Ein offener Brief des Süßwarenriesen Barry Callebaut, in dem eine rechtzeitige Umsetzung der EUDR gefordert wird, spiegelt diese Punkte wider. „Es ist ganz klar, dass die Einhaltung der EUDR viel Aufwand und Ressourcen erfordert“, schrieb Callebaut, „aber diese Anstrengungen sind unerlässlich, um einen nachhaltigen Wandel in der Kakaolieferkette voranzutreiben“.

Callebaut betonte auch, dass der Gesetzestext nicht überarbeitet werden sollte, da dies die Bemühungen der Unternehmen zur Anpassung „unzureichend“ machen könnte. Mit anderen Worten: Unternehmen, die sich um eine Anpassung an die neuen Vorschriften bemüht haben, sollten nicht wieder von vorne anfangen müssen, damit Nachzügler berücksichtigt werden können.

Das Gleiche gilt für die Handelspartner der EU. Während einige Länder wie Brasilien lautstark Kritik üben, machen andere still Fortschritte.

Thailand, der weltgrößte Produzent von Naturkautschuk, hat Berichten zufolge seine Anstrengungen zur Verbesserung der Rückverfolgbarkeit verstärkt, so dass Kleinbäuer*innen einen höheren Preis erzielen können. Die Elfenbeinküste, der weltgrößte Kakaoproduzent, arbeitet an der Registrierung aller kleinen Kakaofarmen und an der Kartierung ihrer Parzellen. Unternehmen in Argentinien und Paraguay, die zu den größten Sojaproduzenten der Welt gehören, bereiten Lieferungen von entwaldungsfreiem Soja in die EU vor.

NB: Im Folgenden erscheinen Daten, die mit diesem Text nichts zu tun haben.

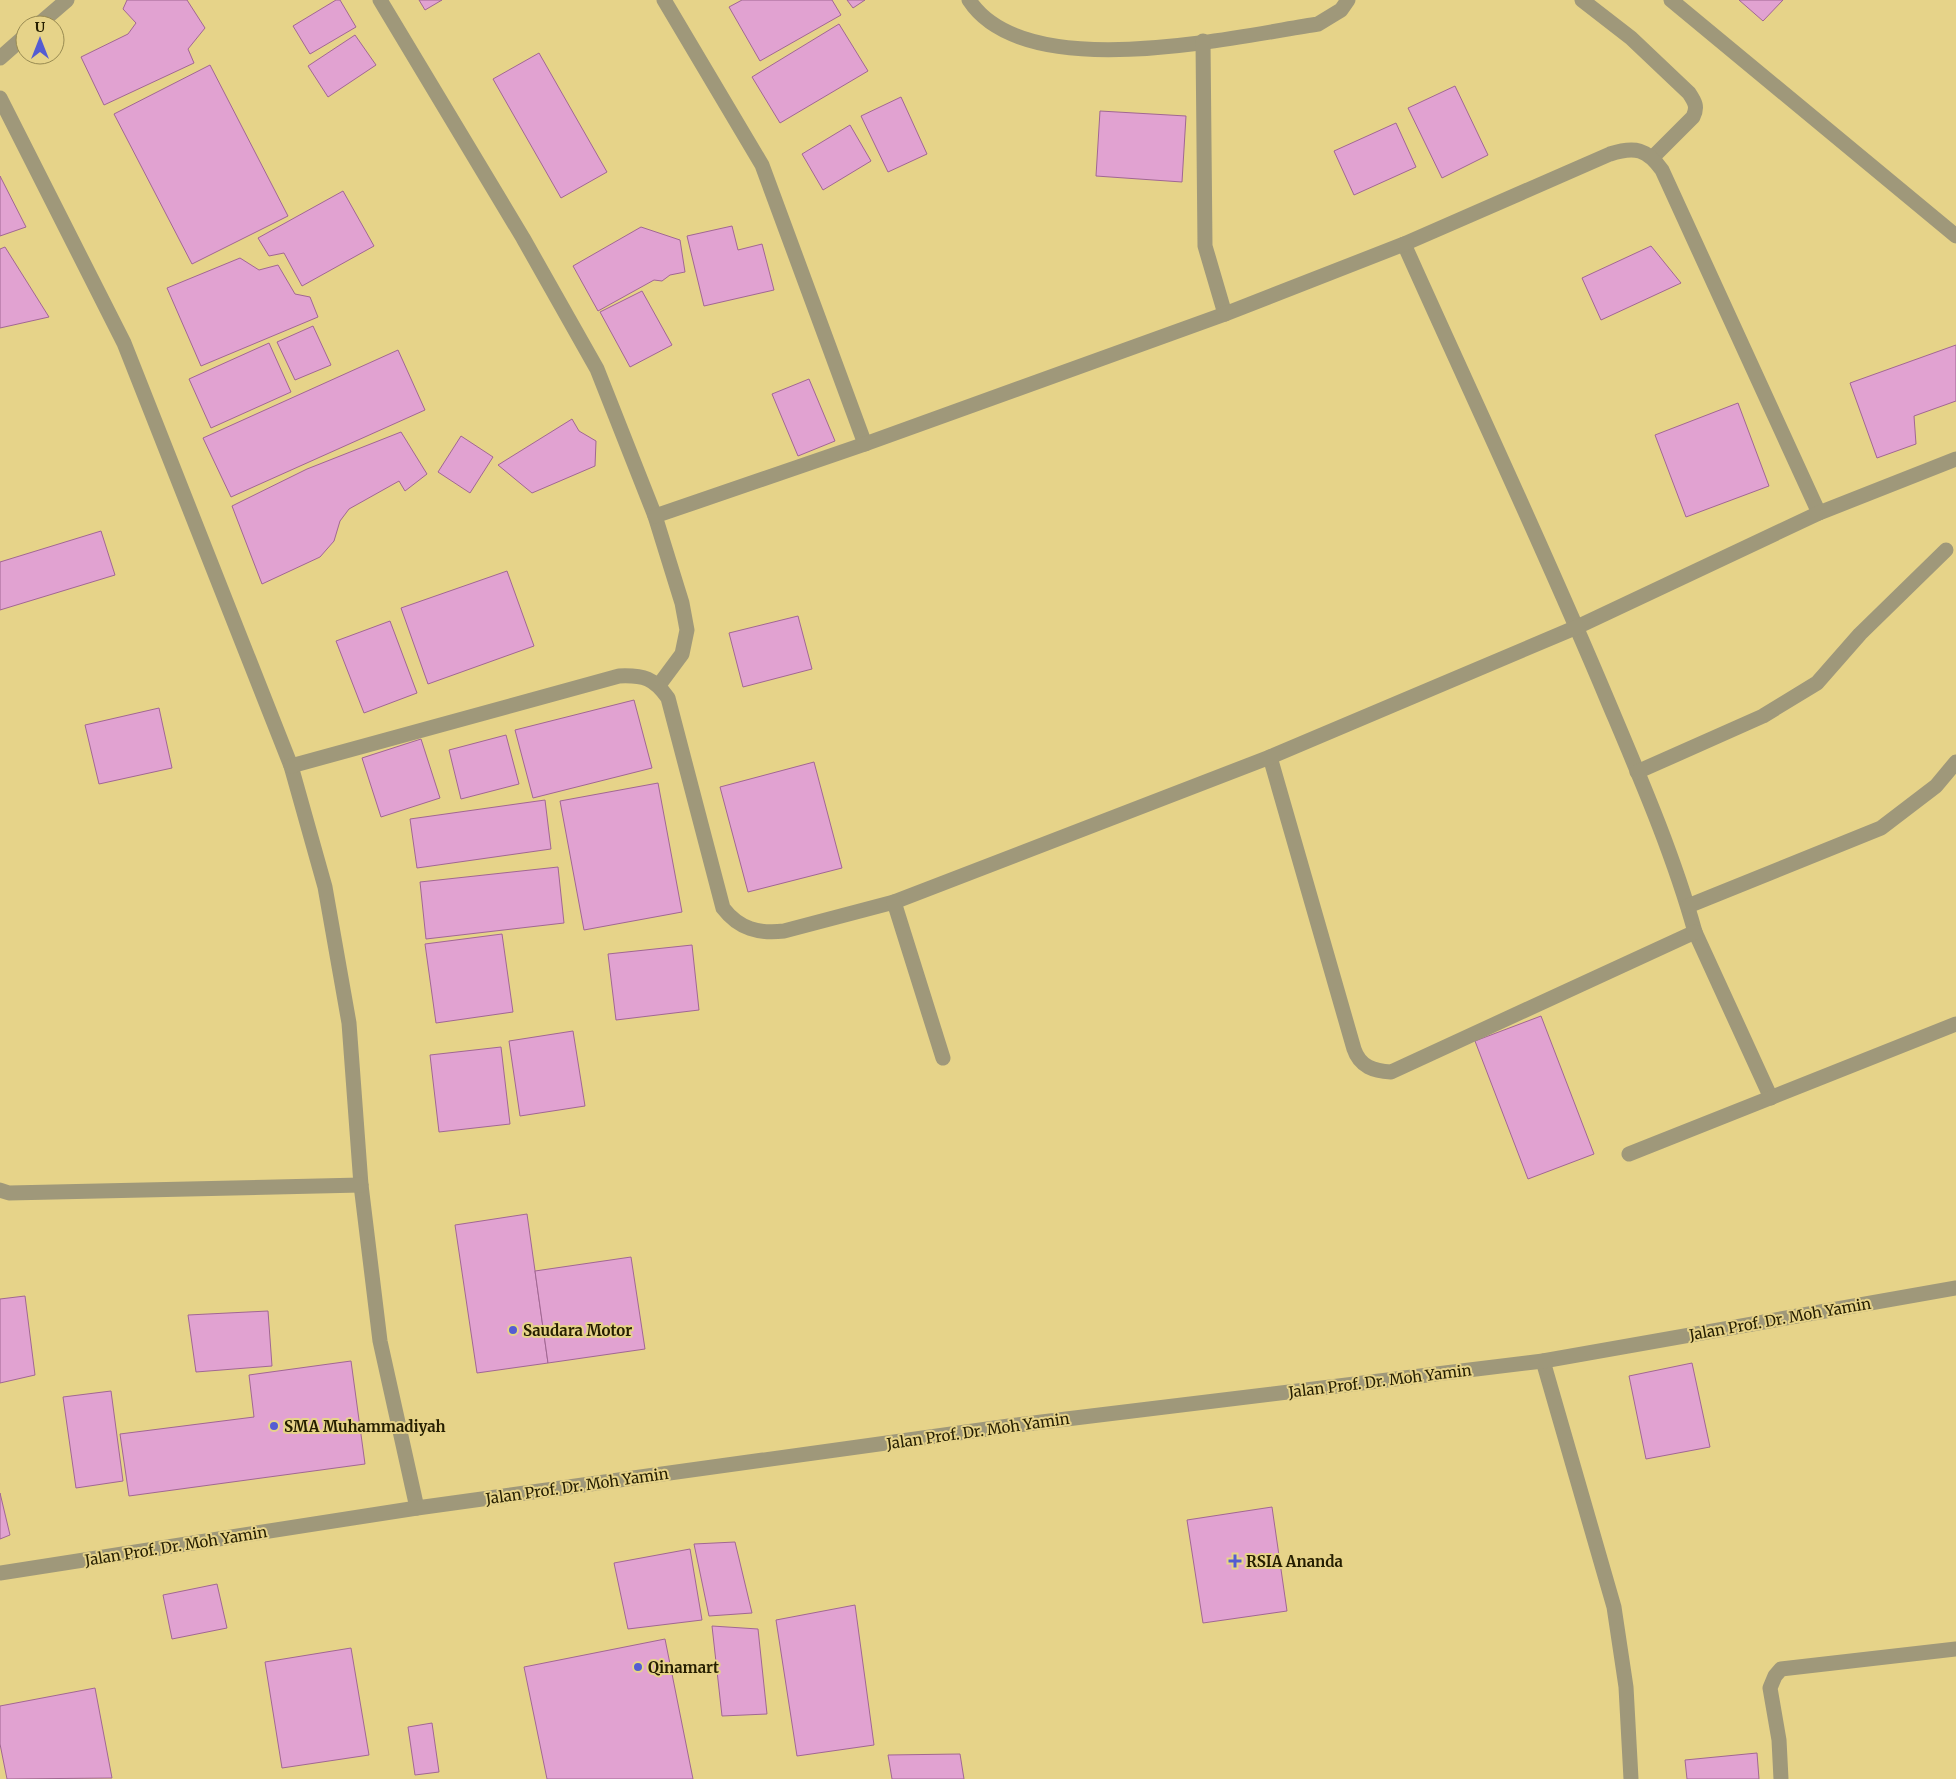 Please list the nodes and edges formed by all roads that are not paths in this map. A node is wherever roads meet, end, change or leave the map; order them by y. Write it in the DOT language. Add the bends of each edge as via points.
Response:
graph roads {
  1 [pos="67,0"];
  2 [pos="380,0"];
  3 [pos="664,0"];
  4 [pos="969,0"];
  5 [pos="1348,0"];
  6 [pos="1582,0"];
  7 [pos="1671,0"];
  8 [pos="50,15"];
  9 [pos="1203,42"];
  10 [pos="15,45"];
  11 [pos="0,58"];
  12 [pos="0,98"];
  13 [pos="1653,157"];
  14 [pos="1956,236"];
  15 [pos="1404,244"];
  16 [pos="1225,314"];
  17 [pos="865,444"];
  18 [pos="1956,459"];
  19 [pos="1819,514"];
  20 [pos="655,516"];
  21 [pos="1946,550"];
  22 [pos="1577,627"];
  23 [pos="659,685"];
  24 [pos="1270,757"];
  25 [pos="1956,762"];
  26 [pos="292,766"];
  27 [pos="1637,772"];
  28 [pos="894,902"];
  29 [pos="1688,906"];
  30 [pos="1696,932"];
  31 [pos="1956,1024"];
  32 [pos="943,1058"];
  33 [pos="1771,1098"];
  34 [pos="1630,1154"];
  35 [pos="361,1185"];
  36 [pos="0,1190"];
  37 [pos="1956,1288"];
  38 [pos="1543,1362"];
  39 [pos="417,1508"];
  40 [pos="0,1573"];
  41 [pos="1956,1649"];
  42 [pos="1631,1779"];
  43 [pos="1781,1779"];
  1 -- 8 [label="street"];
  2 -- 20 [label="street" via="523,238 597,370"];
  3 -- 17 [label="street" via="762,165"];
  4 -- 9 [label="street" via="976,11 1006,32 1039,44 1157,49"];
  5 -- 9 [label="street" via="1341,10 1318,24"];
  6 -- 13 [label="street" via="1631,38 1696,103 1693,117"];
  7 -- 14 [label="street"];
  9 -- 16 [label="street" via="1205,246"];
  10 -- 11 [label="street"];
  12 -- 26 [label="street" via="124,343"];
  13 -- 15 [label="street" via="1626,149 1610,154"];
  13 -- 19 [label="street" via="1662,170"];
  15 -- 16 [label="street"];
  15 -- 22 [label="street"];
  16 -- 17 [label="street"];
  17 -- 20 [label="street"];
  18 -- 19 [label="street"];
  19 -- 22 [label="street"];
  20 -- 23 [label="street" via="687,630 682,654"];
  21 -- 27 [label="street" via="1860,634 1817,683 1763,716"];
  22 -- 24 [label="street"];
  22 -- 27 [label="street"];
  23 -- 26 [label="street" via="634,675 619,676"];
  23 -- 28 [label="street" via="668,698 723,908 732,919 747,928 767,933"];
  24 -- 28 [label="street"];
  24 -- 30 [label="street" via="1354,1049 1357,1058 1370,1069 1391,1072"];
  25 -- 29 [label="street" via="1936,786 1881,828"];
  26 -- 35 [label="street" via="324,887 349,1022"];
  27 -- 29 [label="street"];
  28 -- 32 [label="street"];
  29 -- 30 [label="street"];
  30 -- 33 [label="street"];
  31 -- 33 [label="street"];
  33 -- 34 [label="street"];
  35 -- 36 [label="street" via="9,1193"];
  35 -- 39 [label="street" via="380,1341"];
  37 -- 38 [label="street, Jalan Prof. Dr. Moh Yamin"];
  38 -- 39 [label="street, Jalan Prof. Dr. Moh Yamin" via="1009,1426"];
  38 -- 42 [label="street" via="1614,1607 1626,1687"];
  39 -- 40 [label="street, Jalan Prof. Dr. Moh Yamin"];
  41 -- 43 [label="street" via="1781,1670 1770,1688 1779,1740"];
}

Hier in Brüssel warten wir immer noch auf eine klare Aussage zur EUDR von Kommissionspräsidentin Ursula von der Leyen. Die Gegner*innen der Verordnung werden auf die jüngsten Äußerungen eines österreichischen Mitglieds des Europäischen Parlaments verweisen, das versichert, dass von der Leyen auf einer kürzlich stattgefundenen Klausurtagung ihrer Partei versprochen hätte, die Umsetzung zu verzögern.

In von der Leyens politischen Leitlinien für ihre neue Amtszeit erklärte sie jedoch, dass die Kommission „alle unsere Ziele weiterverfolgen muss und wird, einschließlich derer, die im Europäischen Green Deal festgelegt sind“, und fügte hinzu, dass der Schwerpunkt der EU „jetzt auf der Umsetzung der getroffenen Vereinbarungen liegen muss“. In ihrem Sendungsschreiben beauftragte von der Leyen Jessika Roswall, die Kandidatin für den Posten der Umweltkommissarin, sich „auf die Durchsetzung und Umsetzung bestehender umweltpolitischer Rechtsvorschriften zu konzentrieren“.

Vor kurzem hat die Kommission Berichten zufolge der Welthandelsorganisation (WTO) mitgeteilt, dass sie die Umsetzung nicht verzögern wird. Von der Leyen selbst hat sich jedoch noch nicht öffentlich geäußert.

Für diejenigen, die an vorderster Front gegen die Abholzung kämpfen, kann das EU-Gesetz gar nicht früh genug kommen. Erst vor ein paar Wochen sprach ich mit einer indigenen Gemeinschaft im malaysischen Borneo, die darum kämpft, ihr angestammtes Land vor einem Abholzungsunternehmen zu schützen. Ihnen droht die Vertreibung und Verarmung.

„Wir können nirgendwo anders hin“, sagte der Gemeindevorsteher, als er mir die Briefe zeigte, die sie an die Regierungsbehörden geschickt hatten, um gegen ihre Vertreibung zu protestieren. Ein paar hundert Kilometer von dort entfernt liegt der Hafen, von dem aus Holzpellets aus diesen Wäldern nach Frankreich, Deutschland und in die Niederlande exportiert worden waren.

Deshalb brauchen wir die EUDR, und wir brauchen eine von der Leyen, die sich klar und unmissverständlich für die Verordnung ausspricht.